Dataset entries
........

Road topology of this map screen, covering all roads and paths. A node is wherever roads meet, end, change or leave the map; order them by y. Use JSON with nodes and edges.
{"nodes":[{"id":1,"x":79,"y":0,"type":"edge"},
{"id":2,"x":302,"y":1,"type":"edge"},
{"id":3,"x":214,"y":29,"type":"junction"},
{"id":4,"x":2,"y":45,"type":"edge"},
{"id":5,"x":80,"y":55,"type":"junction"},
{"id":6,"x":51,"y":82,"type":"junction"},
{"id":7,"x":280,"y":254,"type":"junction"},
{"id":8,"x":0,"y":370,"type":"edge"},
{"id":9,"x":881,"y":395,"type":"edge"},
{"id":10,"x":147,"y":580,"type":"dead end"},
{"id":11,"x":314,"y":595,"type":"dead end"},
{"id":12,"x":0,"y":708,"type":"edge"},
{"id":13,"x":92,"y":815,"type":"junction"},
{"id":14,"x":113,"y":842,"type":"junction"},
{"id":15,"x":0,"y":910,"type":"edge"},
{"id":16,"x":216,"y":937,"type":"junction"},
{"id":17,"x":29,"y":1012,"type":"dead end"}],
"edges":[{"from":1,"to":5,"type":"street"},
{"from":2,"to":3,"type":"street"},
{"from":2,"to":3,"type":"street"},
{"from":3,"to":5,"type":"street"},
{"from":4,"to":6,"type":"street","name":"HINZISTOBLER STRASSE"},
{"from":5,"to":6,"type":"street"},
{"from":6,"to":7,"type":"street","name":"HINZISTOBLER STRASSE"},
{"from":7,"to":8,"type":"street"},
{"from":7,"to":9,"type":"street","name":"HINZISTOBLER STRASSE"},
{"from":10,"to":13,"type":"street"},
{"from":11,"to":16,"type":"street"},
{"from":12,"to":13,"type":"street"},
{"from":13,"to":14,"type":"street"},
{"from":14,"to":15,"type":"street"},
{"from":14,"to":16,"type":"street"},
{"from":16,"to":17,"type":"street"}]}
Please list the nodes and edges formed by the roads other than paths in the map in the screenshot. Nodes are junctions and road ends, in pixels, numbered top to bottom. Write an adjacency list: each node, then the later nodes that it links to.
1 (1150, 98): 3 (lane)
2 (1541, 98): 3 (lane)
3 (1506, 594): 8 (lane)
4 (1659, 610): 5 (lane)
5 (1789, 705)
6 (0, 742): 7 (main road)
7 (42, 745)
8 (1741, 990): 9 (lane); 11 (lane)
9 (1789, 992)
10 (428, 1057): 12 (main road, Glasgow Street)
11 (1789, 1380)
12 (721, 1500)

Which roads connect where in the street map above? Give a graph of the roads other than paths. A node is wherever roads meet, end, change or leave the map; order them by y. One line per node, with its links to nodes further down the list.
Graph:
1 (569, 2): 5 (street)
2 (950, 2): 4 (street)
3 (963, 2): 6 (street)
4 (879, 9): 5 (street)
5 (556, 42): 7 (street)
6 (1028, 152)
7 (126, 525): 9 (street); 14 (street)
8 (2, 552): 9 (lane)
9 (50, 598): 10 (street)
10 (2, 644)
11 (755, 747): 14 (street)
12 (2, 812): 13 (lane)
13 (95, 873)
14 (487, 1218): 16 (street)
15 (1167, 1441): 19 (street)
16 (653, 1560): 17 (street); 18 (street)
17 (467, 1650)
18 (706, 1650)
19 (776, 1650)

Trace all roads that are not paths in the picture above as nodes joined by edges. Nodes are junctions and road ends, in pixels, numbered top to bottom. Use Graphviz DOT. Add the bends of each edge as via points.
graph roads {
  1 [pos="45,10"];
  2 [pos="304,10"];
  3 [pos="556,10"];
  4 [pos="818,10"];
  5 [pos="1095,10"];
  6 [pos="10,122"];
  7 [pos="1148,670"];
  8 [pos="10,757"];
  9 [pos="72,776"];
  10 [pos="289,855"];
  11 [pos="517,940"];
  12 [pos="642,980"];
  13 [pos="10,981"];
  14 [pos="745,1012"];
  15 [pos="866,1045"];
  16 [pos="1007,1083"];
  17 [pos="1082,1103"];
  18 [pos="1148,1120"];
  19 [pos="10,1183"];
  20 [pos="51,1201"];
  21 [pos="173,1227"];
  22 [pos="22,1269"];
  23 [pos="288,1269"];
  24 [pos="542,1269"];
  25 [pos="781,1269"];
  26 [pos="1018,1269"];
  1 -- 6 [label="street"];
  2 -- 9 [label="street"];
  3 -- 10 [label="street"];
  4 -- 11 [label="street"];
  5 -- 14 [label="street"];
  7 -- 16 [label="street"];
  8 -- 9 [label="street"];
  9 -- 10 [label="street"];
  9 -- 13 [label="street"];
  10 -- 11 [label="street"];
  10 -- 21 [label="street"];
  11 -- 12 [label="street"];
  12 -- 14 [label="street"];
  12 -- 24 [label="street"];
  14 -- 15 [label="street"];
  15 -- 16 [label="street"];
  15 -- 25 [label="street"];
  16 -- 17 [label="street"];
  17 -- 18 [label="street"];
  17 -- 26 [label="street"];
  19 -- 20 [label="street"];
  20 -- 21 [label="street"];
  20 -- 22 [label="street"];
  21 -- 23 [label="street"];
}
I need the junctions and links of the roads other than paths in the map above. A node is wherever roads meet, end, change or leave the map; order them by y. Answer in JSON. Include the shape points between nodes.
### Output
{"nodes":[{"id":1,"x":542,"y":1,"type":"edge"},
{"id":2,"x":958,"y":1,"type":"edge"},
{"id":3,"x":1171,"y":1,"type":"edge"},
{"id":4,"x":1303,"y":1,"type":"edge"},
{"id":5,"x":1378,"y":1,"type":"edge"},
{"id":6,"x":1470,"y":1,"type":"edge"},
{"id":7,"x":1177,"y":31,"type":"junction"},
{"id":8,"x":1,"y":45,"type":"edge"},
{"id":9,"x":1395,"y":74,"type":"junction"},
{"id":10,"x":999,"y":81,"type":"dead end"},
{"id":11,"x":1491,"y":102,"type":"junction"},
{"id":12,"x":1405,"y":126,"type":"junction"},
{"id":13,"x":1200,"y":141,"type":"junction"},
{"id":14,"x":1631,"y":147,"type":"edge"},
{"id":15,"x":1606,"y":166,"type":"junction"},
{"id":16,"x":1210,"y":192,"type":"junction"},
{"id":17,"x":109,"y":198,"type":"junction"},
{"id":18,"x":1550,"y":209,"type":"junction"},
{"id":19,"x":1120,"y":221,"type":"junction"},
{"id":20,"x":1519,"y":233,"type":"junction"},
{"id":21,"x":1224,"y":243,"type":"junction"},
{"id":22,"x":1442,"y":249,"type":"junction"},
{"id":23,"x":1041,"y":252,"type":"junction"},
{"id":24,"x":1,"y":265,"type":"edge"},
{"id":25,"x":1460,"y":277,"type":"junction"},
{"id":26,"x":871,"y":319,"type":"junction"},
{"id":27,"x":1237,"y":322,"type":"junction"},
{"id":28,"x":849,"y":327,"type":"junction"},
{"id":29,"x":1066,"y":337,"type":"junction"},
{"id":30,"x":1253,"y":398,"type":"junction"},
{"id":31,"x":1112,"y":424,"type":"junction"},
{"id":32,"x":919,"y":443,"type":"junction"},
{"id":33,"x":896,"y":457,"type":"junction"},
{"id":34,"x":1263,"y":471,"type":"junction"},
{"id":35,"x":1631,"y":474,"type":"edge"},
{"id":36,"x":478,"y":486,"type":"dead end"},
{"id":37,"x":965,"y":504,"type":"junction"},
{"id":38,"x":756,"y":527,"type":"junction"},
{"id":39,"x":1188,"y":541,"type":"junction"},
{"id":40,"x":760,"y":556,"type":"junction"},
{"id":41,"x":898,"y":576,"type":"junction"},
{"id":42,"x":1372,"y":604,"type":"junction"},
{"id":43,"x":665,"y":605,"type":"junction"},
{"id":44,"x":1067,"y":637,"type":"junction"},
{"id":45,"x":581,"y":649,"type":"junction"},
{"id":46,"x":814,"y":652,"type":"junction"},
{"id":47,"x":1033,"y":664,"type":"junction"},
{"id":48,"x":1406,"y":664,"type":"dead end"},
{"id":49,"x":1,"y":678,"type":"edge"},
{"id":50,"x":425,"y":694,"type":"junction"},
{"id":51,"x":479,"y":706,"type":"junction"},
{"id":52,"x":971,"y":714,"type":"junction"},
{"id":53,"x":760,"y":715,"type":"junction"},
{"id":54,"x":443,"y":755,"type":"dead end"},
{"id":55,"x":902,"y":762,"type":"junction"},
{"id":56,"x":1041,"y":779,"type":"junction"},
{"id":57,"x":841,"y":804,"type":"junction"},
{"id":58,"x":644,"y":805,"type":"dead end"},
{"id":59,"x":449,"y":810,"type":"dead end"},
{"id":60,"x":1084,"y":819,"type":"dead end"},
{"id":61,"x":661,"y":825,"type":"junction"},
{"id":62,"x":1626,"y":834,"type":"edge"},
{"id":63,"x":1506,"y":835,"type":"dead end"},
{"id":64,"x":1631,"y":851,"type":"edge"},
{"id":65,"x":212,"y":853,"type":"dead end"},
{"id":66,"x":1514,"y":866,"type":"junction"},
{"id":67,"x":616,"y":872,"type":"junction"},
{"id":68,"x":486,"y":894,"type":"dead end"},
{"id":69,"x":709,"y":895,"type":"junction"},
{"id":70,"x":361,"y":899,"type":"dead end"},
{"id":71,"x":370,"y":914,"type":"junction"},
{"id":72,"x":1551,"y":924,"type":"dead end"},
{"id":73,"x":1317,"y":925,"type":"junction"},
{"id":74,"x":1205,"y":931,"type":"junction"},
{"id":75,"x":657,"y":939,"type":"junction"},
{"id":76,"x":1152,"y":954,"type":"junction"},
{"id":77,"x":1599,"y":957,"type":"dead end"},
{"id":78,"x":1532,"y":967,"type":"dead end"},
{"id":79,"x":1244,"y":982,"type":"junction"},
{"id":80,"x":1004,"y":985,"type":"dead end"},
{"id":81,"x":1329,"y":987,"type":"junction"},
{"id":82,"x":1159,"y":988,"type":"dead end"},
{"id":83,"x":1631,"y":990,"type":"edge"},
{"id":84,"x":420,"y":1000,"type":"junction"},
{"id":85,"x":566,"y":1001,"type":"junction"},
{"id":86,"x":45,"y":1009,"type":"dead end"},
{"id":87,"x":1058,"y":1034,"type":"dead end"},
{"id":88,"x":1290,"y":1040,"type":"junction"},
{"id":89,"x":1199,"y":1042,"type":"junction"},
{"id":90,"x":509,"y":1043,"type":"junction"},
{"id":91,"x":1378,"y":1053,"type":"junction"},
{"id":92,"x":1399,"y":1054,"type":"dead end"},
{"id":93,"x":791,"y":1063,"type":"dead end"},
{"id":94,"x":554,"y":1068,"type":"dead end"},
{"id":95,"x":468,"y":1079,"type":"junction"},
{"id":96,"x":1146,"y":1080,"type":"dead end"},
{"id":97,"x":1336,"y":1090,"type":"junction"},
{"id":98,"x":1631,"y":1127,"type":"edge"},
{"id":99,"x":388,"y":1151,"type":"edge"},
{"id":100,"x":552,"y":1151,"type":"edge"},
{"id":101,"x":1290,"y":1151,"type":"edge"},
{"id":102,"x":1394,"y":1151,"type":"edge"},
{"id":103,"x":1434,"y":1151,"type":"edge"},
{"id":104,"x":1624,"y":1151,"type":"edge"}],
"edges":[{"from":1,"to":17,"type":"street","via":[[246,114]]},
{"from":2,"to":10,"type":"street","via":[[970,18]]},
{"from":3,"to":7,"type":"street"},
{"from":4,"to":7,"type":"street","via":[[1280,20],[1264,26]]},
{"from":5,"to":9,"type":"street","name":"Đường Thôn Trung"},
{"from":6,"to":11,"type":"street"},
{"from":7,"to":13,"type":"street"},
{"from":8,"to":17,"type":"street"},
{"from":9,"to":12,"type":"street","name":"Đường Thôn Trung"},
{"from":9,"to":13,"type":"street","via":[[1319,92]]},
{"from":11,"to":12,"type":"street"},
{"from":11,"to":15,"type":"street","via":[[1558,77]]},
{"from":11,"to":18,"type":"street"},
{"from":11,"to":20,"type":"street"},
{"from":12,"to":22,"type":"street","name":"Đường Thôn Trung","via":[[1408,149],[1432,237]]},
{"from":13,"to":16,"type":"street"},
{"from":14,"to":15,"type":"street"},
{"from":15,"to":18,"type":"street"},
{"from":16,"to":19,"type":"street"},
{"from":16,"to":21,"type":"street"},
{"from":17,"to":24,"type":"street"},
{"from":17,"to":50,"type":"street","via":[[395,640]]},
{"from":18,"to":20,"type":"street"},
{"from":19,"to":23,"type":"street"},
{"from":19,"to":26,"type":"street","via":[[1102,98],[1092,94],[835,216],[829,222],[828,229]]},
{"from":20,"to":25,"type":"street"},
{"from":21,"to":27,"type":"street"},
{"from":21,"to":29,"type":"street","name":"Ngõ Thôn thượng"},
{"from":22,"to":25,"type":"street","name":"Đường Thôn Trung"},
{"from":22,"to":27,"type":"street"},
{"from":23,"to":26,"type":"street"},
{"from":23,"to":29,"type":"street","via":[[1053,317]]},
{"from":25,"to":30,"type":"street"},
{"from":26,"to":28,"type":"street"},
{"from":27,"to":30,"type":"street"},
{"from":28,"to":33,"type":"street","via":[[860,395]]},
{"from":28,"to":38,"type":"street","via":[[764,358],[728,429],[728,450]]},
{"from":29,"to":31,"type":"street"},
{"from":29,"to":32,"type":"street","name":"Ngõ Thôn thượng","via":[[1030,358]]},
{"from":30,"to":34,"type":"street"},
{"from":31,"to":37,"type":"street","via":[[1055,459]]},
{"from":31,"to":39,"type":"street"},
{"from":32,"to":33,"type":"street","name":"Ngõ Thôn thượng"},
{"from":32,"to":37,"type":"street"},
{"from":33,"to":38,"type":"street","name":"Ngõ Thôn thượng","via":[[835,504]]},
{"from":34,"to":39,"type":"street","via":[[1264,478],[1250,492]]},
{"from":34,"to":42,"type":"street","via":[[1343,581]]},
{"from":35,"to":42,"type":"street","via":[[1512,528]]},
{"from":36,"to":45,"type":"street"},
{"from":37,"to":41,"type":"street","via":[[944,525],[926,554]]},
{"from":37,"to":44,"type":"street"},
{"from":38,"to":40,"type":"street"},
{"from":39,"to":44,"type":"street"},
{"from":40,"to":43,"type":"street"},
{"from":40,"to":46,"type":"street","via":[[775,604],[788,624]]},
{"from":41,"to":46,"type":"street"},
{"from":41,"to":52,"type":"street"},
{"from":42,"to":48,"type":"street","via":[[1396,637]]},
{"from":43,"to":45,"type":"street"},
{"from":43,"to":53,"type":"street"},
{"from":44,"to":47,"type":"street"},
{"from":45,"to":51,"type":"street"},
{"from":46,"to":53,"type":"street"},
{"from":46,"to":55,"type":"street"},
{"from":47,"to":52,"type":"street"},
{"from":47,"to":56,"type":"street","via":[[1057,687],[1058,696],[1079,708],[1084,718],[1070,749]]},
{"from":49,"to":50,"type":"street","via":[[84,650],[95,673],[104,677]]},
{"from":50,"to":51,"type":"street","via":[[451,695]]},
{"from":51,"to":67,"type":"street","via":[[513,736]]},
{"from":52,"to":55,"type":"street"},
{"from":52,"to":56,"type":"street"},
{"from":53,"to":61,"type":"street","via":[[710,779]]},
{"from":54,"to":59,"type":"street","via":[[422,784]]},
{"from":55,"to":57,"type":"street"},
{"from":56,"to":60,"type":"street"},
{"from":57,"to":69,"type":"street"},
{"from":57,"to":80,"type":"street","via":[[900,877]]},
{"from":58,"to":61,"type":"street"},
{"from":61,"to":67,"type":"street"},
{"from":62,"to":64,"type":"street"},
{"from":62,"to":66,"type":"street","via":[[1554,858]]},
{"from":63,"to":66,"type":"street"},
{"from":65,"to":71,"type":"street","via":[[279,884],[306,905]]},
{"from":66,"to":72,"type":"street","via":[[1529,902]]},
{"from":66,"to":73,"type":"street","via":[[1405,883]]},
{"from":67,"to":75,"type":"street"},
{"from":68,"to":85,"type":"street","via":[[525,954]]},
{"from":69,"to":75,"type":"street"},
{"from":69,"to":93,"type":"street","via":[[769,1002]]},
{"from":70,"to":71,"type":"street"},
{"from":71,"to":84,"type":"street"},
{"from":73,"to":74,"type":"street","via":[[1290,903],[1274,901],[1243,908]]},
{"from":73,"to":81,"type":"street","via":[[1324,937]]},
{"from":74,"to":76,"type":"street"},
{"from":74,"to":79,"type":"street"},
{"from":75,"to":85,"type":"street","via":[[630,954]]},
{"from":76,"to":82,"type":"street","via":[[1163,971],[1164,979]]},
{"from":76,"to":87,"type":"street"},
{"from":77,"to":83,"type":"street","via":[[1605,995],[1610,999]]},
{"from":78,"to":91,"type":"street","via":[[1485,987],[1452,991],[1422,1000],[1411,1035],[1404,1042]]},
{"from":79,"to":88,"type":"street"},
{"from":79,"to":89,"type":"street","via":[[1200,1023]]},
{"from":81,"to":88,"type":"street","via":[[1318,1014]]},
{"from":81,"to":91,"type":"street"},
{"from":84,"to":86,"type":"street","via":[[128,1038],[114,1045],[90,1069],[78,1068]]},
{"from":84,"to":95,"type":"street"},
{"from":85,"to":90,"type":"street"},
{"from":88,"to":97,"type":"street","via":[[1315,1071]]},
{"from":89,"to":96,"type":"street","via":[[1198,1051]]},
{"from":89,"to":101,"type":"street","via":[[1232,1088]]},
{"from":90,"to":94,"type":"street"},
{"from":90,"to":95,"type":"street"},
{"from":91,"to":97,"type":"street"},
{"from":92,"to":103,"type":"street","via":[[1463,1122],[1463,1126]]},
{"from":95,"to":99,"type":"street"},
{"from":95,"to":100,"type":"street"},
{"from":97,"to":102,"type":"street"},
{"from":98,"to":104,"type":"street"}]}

........

Task instructions: Look through the data and gather every line with the string "numbered" in it.

Reply:
Please list the nodes and edges formed by the roads other than paths in the map in the screenshot. Nodes are junctions and road ends, in pixels, numbered top to bottom. Write an adjacency list: each node, then the later nodes that it links to.
Trace all roads that are not paths in the picture above as nodes joined by edges. Nodes are junctions and road ends, in pixels, numbered top to bottom. Use Graphviz DOT. Add the bends of each edge as via points.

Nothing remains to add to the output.